EXPERIMANTAL RESEARCH OF LIQUID FLOWS ALONG THE PIPES IN FIXED SYSTEMS OF AUTOMATIC WATER FIRE EXTINGUISHMENT
Abstract
Forecasting the hydrodynamics of fluxes with variable length flow, taking into account both the rheological factor and the geometric features of the pipeline, as well as the development of modern methods of calculation of similar fire-fighting water supply systems is based on a modern understanding of physical processes in them and taking into account the actual and physical modeling perspective direction of research. In addition, further progress in solving the outlined tasks is not possible without revealing the peculiarities of the influence of fluid distribution factors along the pipeline on the performance of the stationary water and foam fire extinguishing systems.
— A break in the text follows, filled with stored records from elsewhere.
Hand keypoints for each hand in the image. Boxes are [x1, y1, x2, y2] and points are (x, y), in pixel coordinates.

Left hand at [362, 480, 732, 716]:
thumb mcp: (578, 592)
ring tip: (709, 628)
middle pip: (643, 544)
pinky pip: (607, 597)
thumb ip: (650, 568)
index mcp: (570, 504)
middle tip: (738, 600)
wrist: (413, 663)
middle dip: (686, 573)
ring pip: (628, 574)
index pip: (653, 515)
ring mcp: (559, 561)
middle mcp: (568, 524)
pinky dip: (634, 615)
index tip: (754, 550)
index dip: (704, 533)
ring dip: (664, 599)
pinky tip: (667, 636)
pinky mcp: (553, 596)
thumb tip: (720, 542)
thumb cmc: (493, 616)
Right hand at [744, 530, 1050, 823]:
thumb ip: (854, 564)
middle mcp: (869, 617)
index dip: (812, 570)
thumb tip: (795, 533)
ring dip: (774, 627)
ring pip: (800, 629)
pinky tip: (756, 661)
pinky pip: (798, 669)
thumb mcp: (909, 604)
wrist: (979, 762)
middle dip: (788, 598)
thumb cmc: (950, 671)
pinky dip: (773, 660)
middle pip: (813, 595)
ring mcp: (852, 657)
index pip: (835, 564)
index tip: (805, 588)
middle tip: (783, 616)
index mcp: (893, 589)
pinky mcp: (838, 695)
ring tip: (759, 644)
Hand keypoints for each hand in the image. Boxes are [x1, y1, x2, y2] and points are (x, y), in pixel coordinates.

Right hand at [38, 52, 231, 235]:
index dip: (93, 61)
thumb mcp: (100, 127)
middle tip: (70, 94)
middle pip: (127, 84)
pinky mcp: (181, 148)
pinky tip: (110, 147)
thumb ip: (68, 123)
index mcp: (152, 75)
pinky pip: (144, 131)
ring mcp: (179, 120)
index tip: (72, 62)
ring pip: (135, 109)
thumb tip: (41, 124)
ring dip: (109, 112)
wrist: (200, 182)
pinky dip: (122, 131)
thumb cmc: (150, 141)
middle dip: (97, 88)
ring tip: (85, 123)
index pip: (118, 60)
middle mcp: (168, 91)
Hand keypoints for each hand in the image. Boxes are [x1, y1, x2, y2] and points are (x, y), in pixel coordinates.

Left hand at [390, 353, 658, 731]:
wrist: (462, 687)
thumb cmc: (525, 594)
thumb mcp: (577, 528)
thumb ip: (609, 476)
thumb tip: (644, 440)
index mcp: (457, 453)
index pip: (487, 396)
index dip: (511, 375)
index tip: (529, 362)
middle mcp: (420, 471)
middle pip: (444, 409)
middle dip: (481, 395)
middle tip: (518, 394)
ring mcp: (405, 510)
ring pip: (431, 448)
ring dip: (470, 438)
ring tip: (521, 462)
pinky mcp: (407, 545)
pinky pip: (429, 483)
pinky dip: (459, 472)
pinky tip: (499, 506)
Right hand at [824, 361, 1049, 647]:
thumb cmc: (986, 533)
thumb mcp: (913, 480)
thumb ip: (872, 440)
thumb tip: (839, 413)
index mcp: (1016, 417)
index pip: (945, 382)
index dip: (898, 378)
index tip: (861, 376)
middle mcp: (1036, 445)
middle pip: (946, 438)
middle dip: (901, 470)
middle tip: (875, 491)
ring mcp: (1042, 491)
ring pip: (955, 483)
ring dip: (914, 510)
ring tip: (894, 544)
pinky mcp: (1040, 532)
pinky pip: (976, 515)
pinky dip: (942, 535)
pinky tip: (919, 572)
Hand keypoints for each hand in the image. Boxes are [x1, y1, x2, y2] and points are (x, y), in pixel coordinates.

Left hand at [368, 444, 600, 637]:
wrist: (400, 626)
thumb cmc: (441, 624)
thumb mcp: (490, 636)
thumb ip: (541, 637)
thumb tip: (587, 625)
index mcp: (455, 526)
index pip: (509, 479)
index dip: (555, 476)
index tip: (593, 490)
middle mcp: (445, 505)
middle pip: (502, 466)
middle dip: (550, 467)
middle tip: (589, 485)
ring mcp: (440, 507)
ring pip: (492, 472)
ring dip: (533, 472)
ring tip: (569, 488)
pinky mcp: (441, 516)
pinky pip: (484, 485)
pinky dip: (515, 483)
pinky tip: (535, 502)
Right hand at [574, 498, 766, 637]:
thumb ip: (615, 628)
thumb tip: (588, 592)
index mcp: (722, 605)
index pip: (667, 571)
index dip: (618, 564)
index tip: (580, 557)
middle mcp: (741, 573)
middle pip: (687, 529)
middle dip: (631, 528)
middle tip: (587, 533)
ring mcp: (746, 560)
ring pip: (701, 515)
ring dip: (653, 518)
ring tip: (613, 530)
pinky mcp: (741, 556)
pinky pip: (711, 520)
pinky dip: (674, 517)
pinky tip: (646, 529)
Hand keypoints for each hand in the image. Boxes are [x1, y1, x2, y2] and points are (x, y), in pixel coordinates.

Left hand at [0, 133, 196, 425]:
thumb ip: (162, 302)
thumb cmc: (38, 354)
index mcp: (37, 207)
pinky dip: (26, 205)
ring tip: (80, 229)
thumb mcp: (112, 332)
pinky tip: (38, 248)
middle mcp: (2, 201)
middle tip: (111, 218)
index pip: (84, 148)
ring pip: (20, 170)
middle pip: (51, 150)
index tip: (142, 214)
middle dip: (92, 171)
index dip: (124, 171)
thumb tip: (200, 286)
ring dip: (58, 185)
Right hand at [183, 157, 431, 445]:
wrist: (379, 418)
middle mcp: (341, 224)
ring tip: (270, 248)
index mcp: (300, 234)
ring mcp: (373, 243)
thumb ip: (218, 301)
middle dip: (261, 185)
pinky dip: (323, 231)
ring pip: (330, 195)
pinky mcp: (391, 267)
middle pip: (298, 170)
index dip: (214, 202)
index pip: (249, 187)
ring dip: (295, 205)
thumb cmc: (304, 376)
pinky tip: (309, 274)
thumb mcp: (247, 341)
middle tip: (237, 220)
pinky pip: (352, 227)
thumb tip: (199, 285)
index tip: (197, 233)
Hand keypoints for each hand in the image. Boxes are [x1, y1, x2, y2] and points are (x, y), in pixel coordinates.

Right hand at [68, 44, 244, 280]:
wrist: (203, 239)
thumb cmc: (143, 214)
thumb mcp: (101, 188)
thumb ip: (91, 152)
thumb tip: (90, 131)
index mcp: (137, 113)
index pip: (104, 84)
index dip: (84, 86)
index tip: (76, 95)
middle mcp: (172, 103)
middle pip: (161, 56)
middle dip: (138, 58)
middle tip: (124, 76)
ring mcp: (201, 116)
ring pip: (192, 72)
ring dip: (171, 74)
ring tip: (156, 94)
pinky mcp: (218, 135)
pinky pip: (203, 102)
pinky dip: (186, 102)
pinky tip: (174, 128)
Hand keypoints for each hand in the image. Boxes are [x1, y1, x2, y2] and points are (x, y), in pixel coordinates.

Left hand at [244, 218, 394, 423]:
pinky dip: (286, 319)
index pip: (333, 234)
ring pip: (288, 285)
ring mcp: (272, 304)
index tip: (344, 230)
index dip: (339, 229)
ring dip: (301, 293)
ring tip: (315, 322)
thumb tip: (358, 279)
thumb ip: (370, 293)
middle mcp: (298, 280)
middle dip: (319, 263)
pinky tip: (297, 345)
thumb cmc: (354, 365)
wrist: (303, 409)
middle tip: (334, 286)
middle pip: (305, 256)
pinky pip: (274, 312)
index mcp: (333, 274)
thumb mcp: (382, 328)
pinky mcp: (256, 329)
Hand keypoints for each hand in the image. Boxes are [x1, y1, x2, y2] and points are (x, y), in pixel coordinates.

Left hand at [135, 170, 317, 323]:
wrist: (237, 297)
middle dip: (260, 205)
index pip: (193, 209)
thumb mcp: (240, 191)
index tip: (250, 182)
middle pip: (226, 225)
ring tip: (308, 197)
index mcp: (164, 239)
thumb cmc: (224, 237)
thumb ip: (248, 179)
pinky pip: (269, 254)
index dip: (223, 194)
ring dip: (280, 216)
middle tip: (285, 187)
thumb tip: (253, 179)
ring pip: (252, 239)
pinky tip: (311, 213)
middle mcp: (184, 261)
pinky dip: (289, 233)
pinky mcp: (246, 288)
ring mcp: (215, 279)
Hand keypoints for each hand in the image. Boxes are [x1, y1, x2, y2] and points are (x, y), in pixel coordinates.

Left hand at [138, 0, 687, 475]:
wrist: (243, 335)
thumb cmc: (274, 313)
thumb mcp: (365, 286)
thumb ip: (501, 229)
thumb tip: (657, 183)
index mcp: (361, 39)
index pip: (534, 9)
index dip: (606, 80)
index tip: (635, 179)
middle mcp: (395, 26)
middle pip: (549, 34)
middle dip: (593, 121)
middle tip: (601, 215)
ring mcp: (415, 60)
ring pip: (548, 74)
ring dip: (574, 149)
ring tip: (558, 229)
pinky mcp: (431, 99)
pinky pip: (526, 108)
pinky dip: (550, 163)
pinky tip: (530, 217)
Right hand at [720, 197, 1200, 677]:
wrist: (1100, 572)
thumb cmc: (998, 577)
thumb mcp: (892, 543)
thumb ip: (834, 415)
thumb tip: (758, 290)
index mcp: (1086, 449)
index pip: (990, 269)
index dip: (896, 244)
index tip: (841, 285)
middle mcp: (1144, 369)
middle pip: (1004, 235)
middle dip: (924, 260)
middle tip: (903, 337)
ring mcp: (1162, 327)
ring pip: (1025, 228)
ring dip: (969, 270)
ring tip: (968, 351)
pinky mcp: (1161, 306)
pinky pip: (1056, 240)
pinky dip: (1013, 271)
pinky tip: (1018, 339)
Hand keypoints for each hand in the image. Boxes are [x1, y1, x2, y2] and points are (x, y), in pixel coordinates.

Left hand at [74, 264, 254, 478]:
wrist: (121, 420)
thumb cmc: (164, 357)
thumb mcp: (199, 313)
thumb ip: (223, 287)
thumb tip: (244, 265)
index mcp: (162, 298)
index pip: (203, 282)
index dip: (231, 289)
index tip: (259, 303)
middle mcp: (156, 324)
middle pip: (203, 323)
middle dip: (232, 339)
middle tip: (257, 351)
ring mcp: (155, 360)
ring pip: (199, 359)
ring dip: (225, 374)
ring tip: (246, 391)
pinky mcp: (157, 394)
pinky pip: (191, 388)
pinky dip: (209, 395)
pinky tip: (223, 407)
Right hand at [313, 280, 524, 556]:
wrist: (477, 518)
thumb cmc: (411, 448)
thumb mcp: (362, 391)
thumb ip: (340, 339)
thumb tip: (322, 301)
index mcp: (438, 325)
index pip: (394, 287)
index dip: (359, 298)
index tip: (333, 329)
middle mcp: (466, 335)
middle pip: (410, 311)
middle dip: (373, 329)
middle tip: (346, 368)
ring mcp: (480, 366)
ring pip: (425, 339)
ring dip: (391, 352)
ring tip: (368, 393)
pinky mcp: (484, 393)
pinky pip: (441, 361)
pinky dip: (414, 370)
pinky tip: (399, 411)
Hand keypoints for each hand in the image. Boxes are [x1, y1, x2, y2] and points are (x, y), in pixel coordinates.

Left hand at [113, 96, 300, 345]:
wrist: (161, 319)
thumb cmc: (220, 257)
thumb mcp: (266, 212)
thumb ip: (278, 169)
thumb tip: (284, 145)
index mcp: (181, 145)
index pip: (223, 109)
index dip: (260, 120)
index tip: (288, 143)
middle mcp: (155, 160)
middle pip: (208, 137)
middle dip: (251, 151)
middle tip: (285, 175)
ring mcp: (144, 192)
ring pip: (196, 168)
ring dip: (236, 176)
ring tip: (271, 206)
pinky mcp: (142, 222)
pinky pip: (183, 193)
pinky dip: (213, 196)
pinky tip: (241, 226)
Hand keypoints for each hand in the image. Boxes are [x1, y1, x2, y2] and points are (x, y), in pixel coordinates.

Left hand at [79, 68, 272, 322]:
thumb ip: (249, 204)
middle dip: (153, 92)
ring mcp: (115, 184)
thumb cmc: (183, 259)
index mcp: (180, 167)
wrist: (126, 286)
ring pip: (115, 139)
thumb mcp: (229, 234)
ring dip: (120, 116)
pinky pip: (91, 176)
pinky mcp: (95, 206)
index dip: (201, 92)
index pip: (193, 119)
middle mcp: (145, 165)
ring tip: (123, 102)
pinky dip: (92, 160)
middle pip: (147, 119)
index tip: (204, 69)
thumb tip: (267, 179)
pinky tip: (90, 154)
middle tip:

The creation of fire extinguishing tools and technologies is associated with the development of various types of switchgear that provide the required flow of water extinguishing agent, with the solution of the problem of pressure differential viscous fluids with variable length flow. This kind of research can be useful in irrigation systems used in cooling systems of various dangerous objects, in fire-fighting equipment (fixed water and foam fire extinguishing systems), fire-fighting vehicles, fire-fighting equipment, etc. The difficulty of solving this type of problem is that when the fluid is distributed along the pipeline, the movement in its backbone is unstable, ie, when calculating energy losses, there is a need to take into account the influence of inertia forces from convective acceleration.
The results of the experiments of the study of viscous fluid flows in stationary systems of automatic water fire extinguishing with discrete fluid selection along the length of the pipeline are experimentally confirmed in the pipelines, the conclusions about the influence of the curved part of the pipeline on hydraulic losses are given.